Jun 10, 2009

A quickie birkat?

Any legitimacy or kosherness to this? Found on Jewish Virtual Library.


"Since it was felt that the full Grace after meals was a bit too long, many prayer books have a shortened form alongside the full text, One of them is quoted in O.H. 192 in B.H. 1, and it contains all the essential elements required by the Talmud. The shortened Grace may be used when brevity is desired. The United Synagogue has adopted one, with additions in English, for general use in Conservative synagogues.
Alternative Grace after Meals

B'rich rahamana malka d'alma mareih d'hahy pita."

8 comments:

shavuatov said...

Are you asking if it is ok from an Orthodox perspective to use this shortened version?

If so, I'm afraid I can't assist - but I'm sure someone else will come along with an opinion.... :)

rachel

Chaviva said...

Yup! From an Orthodox perspective. I'm guessing the answer is "no" or "only as last resort" but we'll see :)

Tuvia said...

It might be nice to have the option sometimes when we are in a rush. Pretty interesting how much is actually Hallacha and how much is adopted practice.

Dunking Rachel said...

this is like the one I use after a luch break at work.... granted I'm of the conservative stream...

What is actual Hallacha and what is tradition is a discussion that I have experienced to open up that big ol' can of worms.....well maybe not worms....don't think they are kosher....lol....

Daniel Saunders said...

There is a shorter form of bentsching in Orthodox siddurim, but it is only to be used in emergencies. Also, it is significantly longer than that Conservative one (about a page long).

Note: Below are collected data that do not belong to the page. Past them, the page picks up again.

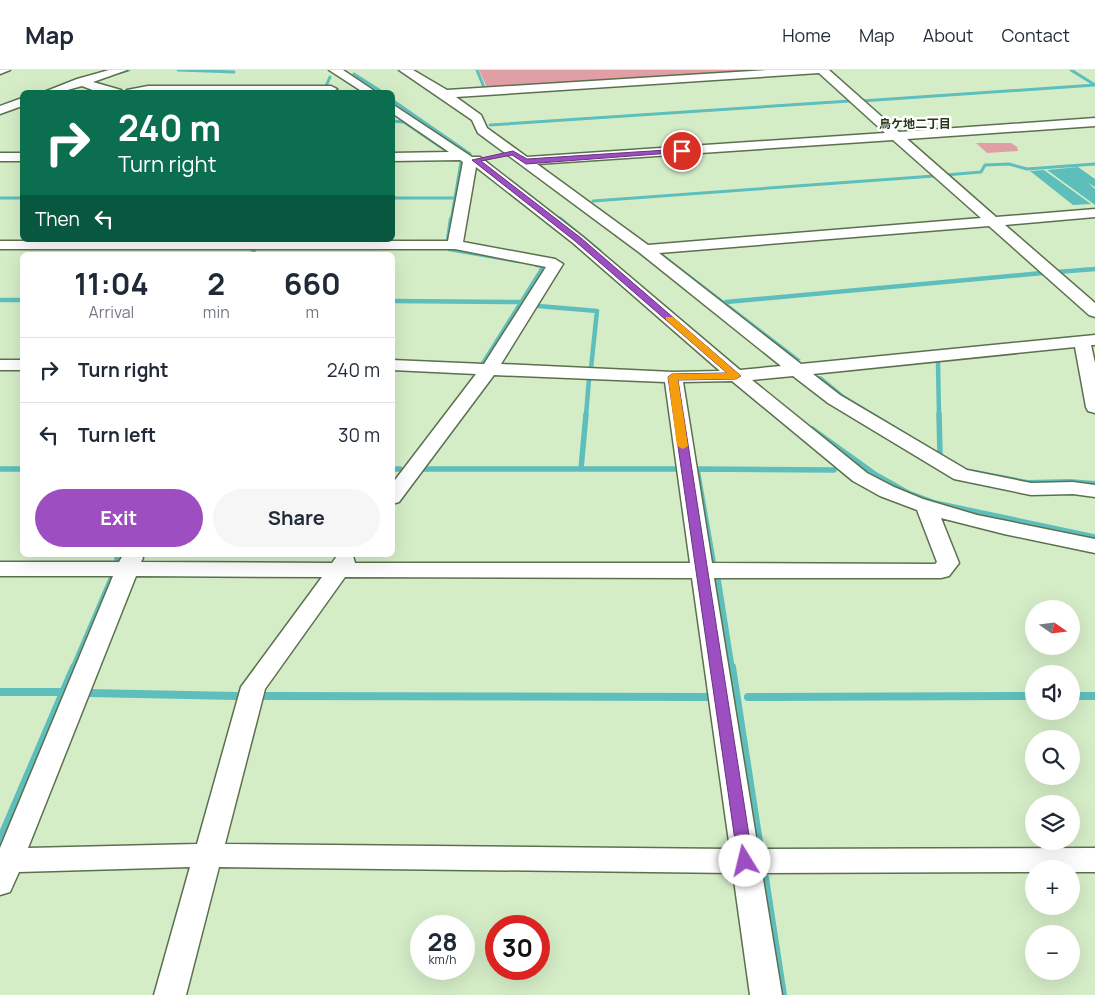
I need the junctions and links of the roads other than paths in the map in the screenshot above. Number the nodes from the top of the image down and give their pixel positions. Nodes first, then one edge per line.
1 (4, 70) edge
2 (121, 70) edge
3 (405, 70) edge
4 (821, 70) edge
5 (0, 71) edge
6 (337, 71) edge
7 (81, 81) junction
8 (56, 90) edge
9 (102, 90) edge
10 (142, 90) edge
11 (239, 90) edge
12 (330, 90) edge
13 (367, 90) edge
14 (444, 94) junction
15 (395, 109) edge
16 (1095, 122) edge
17 (896, 136) junction
18 (513, 153) junction
19 (0, 156) edge
20 (20, 156) edge
21 (395, 157) edge
22 (470, 159) junction
23 (526, 162) junction
24 (1095, 213) edge
25 (992, 222) junction
26 (0, 245) edge
27 (455, 245) junction
28 (264, 247) edge
29 (645, 250) junction
30 (1095, 312) edge
31 (1088, 341) edge
32 (0, 365) edge
33 (20, 365) edge
34 (395, 366) edge
35 (489, 369) junction
36 (796, 369) junction
37 (736, 376) junction
38 (672, 377) junction
39 (1095, 407) edge
40 (1095, 491) edge
41 (395, 494) edge
42 (926, 508) junction
43 (1095, 546) edge
44 (130, 562) edge
45 (344, 562) edge
46 (0, 569) edge
47 (701, 571) junction
48 (208, 855) junction
49 (1095, 860) edge
50 (745, 861) junction
51 (3, 868) edge
52 (170, 995) edge
53 (766, 995) edge

1 - 5 street
2 - 7 street
3 - 14 street
4 - 14 street
4 - 17 street
6 - 12 street
6 - 13 street
7 - 8 street
7 - 9 street
10 - 11 street
14 - 18 street
15 - 22 street
16 - 17 street
17 - 23 street
17 - 25 street
18 - 22 street
18 - 23 street
19 - 20 street
21 - 22 street
22 - 27 street
22 - 37 street
23 - 29 street
24 - 25 street
25 - 29 street
25 - 30 street
26 - 28 street
27 - 28 street
27 - 35 street
29 - 36 street
31 - 36 street
31 - 39 street
32 - 33 street
34 - 35 street
35 - 38 street
35 - 41 street
36 - 37 street
36 - 40 street
37 - 38 street
37 - 42 street
38 - 47 street
42 - 43 street
42 - 47 street
44 - 45 street
44 - 46 street
44 - 51 street
45 - 47 street
45 - 48 street
47 - 50 street
48 - 50 street
48 - 51 street
48 - 52 street
49 - 50 street
50 - 53 street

Interesting that the Conservative shorter bentsching you quoted seems to be in Aramaic rather than Hebrew.

B. Spinoza said...

my personal favorite is "rub a dub dub, thanks for the grub" :)

Trip'n Mommy said...

I have heard of this, but don't know its Halachic standing.

I know some Orthodox people teach this to their children to say after a meal, if the kids are too young to say full(or even parts of)Birkat HaMazon.

David S, UK said...

The mitzva from the torah requires separate brachot mentioning 1) food, the sustainance of mankind, 2) the land of Israel, and 3) Jerusalem. These first three paragraphs until "boneh yerushalayim" are the original core. An additional bracha "hatov vehameitiv" ("the one who is good and does good")was added by the rabis; and the rest is minhag.

So I can't see this alternative being sufficient -- the shorter form of grace ("in emergencies only") in my (orthodox) siddur has summaries of the three "torah" brachot and the "rabbinic" one.